Collected data
* * *

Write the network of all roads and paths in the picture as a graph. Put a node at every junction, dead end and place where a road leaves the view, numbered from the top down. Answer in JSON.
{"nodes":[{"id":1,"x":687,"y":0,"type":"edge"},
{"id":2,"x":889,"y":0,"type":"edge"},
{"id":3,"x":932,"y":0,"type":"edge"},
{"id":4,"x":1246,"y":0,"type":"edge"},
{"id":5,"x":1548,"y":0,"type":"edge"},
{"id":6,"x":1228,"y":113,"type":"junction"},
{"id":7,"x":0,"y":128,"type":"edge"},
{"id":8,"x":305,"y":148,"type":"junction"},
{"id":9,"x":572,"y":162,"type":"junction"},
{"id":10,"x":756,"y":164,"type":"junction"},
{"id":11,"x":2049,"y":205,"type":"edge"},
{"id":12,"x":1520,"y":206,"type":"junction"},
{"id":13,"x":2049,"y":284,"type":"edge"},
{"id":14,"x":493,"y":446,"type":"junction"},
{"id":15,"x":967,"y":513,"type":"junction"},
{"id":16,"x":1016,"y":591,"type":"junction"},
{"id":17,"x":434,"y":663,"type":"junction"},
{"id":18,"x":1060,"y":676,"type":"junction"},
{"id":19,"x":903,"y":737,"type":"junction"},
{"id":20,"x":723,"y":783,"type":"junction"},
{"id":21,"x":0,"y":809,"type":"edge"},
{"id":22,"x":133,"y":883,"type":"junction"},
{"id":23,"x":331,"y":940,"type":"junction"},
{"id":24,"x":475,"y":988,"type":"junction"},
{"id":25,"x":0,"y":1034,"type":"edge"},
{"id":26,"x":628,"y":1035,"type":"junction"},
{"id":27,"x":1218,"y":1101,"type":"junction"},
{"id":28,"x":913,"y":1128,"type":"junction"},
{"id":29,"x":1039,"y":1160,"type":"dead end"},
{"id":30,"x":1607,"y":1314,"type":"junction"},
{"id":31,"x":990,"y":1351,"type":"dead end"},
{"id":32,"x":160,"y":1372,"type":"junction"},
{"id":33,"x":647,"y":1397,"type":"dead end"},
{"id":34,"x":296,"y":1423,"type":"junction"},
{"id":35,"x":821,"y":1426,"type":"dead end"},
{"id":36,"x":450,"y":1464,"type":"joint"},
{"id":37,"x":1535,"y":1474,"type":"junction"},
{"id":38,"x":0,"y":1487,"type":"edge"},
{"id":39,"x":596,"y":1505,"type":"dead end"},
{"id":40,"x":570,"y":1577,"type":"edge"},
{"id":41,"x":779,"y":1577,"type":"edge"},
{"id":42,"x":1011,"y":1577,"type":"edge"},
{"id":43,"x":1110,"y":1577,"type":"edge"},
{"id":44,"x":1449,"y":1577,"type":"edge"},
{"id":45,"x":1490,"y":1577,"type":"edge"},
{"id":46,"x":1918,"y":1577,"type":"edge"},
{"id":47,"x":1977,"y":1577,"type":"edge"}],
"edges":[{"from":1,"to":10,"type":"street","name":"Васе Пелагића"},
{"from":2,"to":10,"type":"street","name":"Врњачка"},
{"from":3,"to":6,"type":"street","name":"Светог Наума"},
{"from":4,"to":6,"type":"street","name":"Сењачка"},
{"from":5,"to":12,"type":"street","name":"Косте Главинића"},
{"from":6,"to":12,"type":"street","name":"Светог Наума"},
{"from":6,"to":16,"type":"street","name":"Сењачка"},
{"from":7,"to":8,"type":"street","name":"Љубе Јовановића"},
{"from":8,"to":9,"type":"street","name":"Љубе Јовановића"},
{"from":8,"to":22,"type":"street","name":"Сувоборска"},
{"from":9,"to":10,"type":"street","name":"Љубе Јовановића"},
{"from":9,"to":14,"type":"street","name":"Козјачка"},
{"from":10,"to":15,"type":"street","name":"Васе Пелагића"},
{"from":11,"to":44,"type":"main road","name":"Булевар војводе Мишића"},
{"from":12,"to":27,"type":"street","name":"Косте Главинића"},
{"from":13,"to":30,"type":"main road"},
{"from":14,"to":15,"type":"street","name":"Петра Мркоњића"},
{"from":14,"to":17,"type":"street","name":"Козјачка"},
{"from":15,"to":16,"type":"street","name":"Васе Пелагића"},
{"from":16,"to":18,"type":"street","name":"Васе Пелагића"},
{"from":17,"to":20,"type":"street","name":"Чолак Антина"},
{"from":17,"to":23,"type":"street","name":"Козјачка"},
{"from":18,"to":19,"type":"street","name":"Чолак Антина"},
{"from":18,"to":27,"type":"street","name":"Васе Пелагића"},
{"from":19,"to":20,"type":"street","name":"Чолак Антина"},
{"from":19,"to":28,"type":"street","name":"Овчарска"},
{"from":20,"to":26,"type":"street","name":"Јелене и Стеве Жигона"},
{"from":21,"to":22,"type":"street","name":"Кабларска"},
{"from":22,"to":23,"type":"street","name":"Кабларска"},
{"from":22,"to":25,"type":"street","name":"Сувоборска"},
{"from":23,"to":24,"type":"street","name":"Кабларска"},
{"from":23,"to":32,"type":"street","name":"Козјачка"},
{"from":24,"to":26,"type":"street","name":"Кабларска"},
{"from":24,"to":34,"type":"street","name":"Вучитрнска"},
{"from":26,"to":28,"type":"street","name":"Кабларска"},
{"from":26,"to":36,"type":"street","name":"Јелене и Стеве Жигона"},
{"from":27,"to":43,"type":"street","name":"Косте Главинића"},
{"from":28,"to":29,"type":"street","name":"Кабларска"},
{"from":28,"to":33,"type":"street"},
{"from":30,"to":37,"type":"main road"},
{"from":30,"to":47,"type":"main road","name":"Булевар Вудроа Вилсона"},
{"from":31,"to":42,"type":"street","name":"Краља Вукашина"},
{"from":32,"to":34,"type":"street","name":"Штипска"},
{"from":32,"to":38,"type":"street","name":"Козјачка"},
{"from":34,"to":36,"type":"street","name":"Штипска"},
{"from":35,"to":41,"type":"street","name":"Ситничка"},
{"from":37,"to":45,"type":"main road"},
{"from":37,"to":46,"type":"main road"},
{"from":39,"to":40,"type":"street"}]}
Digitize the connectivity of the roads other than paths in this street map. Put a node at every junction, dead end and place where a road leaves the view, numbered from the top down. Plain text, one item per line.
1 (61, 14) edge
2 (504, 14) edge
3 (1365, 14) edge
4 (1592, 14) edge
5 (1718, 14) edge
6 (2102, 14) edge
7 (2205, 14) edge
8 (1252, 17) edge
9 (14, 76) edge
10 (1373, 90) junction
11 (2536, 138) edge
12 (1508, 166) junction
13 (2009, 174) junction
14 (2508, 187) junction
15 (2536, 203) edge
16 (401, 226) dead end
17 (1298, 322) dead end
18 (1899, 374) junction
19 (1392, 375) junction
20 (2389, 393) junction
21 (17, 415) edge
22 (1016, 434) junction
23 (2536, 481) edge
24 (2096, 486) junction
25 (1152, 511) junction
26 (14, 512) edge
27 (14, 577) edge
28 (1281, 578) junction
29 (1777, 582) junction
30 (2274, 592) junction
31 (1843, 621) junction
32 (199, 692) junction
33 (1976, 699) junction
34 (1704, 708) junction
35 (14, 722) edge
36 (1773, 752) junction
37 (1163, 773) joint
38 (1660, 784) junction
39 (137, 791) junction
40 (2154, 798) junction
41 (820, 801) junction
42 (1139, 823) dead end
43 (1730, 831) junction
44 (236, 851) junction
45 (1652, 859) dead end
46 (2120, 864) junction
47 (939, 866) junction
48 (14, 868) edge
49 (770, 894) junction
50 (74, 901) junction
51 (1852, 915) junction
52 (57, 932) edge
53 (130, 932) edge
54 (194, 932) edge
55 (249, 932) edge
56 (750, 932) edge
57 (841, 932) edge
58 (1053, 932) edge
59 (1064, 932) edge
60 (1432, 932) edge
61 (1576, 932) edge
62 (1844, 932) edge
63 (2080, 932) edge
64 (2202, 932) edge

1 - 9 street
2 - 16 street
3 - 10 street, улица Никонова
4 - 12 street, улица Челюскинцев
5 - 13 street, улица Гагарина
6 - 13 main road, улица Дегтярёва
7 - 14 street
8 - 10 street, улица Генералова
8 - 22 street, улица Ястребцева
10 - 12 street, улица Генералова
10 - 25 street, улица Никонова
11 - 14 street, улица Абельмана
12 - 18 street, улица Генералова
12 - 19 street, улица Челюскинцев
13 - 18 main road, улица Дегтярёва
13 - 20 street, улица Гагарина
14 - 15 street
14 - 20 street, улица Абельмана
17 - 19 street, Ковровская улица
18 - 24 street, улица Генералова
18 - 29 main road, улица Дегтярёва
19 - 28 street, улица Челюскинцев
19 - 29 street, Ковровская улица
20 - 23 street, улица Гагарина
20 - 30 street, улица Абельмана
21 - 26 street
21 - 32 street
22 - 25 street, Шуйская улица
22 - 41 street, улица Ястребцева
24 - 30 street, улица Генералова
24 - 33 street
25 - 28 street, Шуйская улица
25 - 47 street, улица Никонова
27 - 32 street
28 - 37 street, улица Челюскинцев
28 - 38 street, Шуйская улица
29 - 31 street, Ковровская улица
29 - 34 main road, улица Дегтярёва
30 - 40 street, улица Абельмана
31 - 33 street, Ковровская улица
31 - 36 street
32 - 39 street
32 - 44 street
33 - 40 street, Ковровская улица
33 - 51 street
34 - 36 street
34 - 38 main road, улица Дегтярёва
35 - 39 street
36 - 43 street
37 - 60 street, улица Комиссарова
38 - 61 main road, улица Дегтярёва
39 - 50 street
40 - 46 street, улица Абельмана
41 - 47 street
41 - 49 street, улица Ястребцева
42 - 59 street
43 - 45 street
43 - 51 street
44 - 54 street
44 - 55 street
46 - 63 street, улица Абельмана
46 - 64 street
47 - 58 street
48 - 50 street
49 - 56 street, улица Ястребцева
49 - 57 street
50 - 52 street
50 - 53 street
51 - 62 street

* * *

What the task asks: Of the lines in the data, report each one containing the string "Стеве".

Response to the exercise:
{"from":20,"to":26,"type":"street","name":"Јелене и Стеве Жигона"},
{"from":26,"to":36,"type":"street","name":"Јелене и Стеве Жигона"},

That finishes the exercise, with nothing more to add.